Read the article from the Wall Street Journal (login required)

However, already in 2013 the European Commission announced publicly that it had identified several deficiencies in the Safe Harbor scheme and that it would commence negotiations with the US authorities about amendments to the Safe Harbor scheme.

The negotiations concerning a revision of the Safe Harbor scheme were at a relatively advanced stage in October 2015 even though the remaining issues, not surprisingly, were also the most difficult issues to solve.

Following the judgment of 6 October 2015, the European data authorities in the Article 29 Working Party had given the European Commission a deadline until 31 January 2016 to secure a satisfactory new Safe Harbor scheme with the US authorities.

The deadline was not observed and just as everybody held their breath and awaited the data authorities' reaction, the European Commission quite unexpectedly announced on 2 February 2016 that it had reached a political agreement with the United States about the amendments to US conditions that the European Commission had estimated were necessary for the European Commission to be able to issue a new Safe Harbor decision later.
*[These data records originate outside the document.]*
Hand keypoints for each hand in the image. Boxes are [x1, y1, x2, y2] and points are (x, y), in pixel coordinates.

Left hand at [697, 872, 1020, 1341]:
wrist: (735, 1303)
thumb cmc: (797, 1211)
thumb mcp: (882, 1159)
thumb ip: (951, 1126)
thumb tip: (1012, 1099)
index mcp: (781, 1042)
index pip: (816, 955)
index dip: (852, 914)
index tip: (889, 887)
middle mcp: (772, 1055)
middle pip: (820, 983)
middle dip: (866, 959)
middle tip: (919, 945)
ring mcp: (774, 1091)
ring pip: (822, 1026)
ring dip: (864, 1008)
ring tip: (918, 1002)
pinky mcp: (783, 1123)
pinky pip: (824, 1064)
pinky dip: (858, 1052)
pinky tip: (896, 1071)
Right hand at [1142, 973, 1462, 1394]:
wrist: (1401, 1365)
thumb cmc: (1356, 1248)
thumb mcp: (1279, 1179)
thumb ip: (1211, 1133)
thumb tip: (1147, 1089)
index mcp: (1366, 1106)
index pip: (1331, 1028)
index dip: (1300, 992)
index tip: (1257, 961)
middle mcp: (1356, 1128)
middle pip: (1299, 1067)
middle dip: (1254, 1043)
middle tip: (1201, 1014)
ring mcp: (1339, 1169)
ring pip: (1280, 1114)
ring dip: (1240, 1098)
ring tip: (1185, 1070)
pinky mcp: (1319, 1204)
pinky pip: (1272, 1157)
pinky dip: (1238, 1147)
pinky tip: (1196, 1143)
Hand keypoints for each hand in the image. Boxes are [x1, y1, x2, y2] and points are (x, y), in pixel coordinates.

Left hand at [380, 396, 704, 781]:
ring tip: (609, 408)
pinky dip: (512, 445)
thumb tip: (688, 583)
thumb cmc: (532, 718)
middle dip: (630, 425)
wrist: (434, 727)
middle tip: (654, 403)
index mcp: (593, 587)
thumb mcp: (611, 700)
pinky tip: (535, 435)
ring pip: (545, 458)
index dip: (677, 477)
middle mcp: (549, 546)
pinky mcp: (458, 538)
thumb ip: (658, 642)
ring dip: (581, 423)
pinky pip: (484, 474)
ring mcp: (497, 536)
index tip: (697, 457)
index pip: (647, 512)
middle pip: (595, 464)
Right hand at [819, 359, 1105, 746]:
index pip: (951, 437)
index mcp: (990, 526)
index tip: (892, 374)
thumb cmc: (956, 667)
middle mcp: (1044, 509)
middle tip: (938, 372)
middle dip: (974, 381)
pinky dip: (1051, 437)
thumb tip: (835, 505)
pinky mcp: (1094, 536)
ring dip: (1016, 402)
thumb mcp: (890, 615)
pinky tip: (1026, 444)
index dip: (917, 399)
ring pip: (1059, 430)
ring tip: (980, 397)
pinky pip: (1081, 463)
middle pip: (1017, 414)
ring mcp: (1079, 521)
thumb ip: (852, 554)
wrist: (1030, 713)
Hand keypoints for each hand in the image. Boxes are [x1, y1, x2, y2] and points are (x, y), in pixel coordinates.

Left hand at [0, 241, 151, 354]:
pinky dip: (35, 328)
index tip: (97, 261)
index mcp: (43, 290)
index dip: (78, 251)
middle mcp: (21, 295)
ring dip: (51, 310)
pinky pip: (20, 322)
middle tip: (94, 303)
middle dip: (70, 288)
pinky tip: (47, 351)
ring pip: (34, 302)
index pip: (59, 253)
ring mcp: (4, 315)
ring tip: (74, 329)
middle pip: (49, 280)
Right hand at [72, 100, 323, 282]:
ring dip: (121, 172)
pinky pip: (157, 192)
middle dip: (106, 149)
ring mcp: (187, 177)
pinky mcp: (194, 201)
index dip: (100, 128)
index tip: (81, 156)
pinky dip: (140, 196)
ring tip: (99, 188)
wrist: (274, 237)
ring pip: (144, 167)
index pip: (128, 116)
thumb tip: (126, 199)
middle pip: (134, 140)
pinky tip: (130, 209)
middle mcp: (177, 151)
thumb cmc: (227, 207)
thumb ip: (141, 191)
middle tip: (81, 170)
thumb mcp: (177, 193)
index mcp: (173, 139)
The amendments are, among other things, that European citizens' rights are strengthened in relation to the US authorities. If you want to know more about the new scheme - read the EU Commission's press release and a fact sheet from the US Department of Commerce.

At the same time, the name of the scheme will be changed to the EU-US Privacy Shield.

It is important to emphasise that all amendments take place in the United States and that such amendments are not relevant to European data controllers that would choose to use a future Safe Harbor decision as the basis for the transfer of personal data to the United States. The amendments merely serve to provide the European Commission with the necessary basis for being able to issue a new EU-US Privacy Shield decision in accordance with the requirements following from the Personal Data Directive and the Court of Justice of the European Union's judgment.

It is expected that the European Commission will distribute a draft for a new decision in a couple of weeks and when the hearing process relating to the draft has been completed in about three months, a EU-US Privacy Shield decision will be issued that may form the basis for the transfer of personal data to US enterprises that have joined the EU-US Privacy Shield scheme.